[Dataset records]
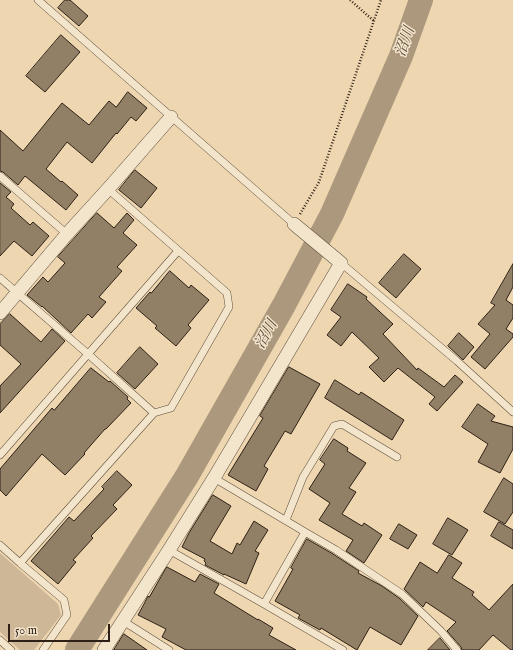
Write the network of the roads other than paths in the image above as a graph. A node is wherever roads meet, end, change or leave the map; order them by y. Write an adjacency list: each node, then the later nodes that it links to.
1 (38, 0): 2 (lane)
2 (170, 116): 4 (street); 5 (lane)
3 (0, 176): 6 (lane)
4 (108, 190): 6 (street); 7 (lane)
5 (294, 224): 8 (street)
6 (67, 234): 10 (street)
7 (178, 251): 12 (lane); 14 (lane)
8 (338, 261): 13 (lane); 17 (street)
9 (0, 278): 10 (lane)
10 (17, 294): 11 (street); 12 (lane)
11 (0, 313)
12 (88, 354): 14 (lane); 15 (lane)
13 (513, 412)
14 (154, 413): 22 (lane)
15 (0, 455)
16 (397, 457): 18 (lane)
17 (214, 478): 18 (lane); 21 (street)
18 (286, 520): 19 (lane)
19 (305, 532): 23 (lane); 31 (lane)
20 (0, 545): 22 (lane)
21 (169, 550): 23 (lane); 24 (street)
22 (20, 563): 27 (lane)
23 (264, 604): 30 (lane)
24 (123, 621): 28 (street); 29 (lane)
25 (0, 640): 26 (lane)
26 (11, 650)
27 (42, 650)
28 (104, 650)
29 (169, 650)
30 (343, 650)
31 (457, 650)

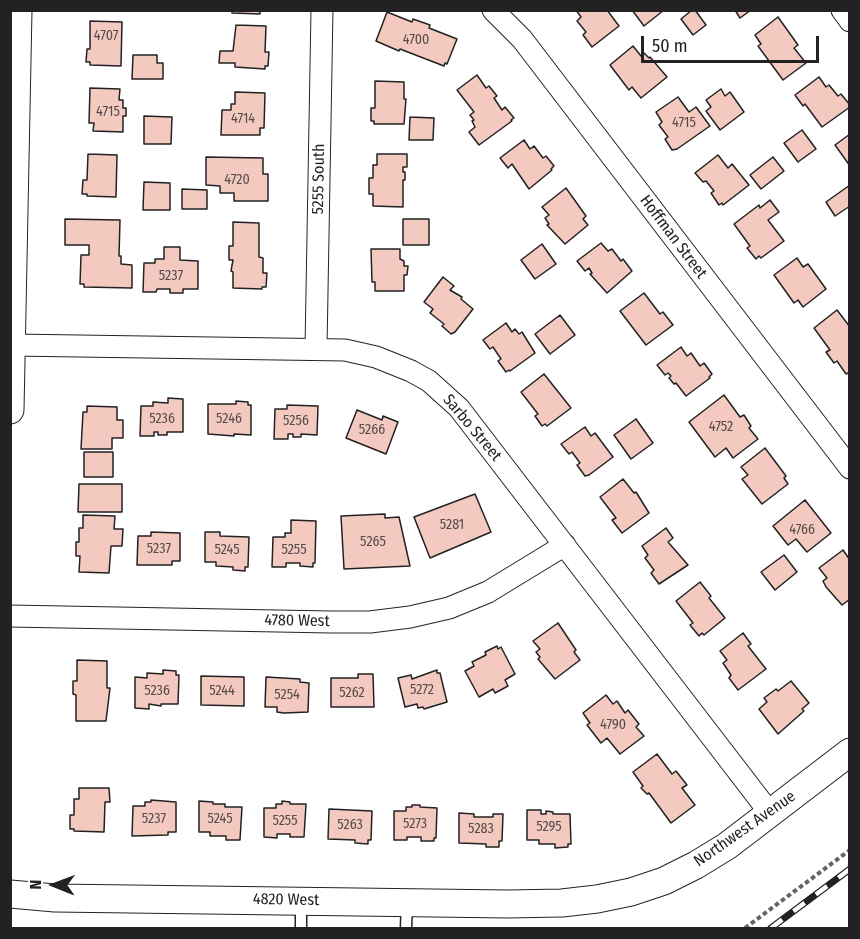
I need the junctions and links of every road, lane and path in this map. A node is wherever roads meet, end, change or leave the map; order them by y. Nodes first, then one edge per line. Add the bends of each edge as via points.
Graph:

* Task statement:
Only the lines from the one containing "I need the junctions" through the end of the data above are wanted, both ends included; restate them word for word.

* Exercise answer:
I need the junctions and links of every road, lane and path in this map. A node is wherever roads meet, end, change or leave the map; order them by y. Nodes first, then one edge per line. Add the bends of each edge as via points.
Graph:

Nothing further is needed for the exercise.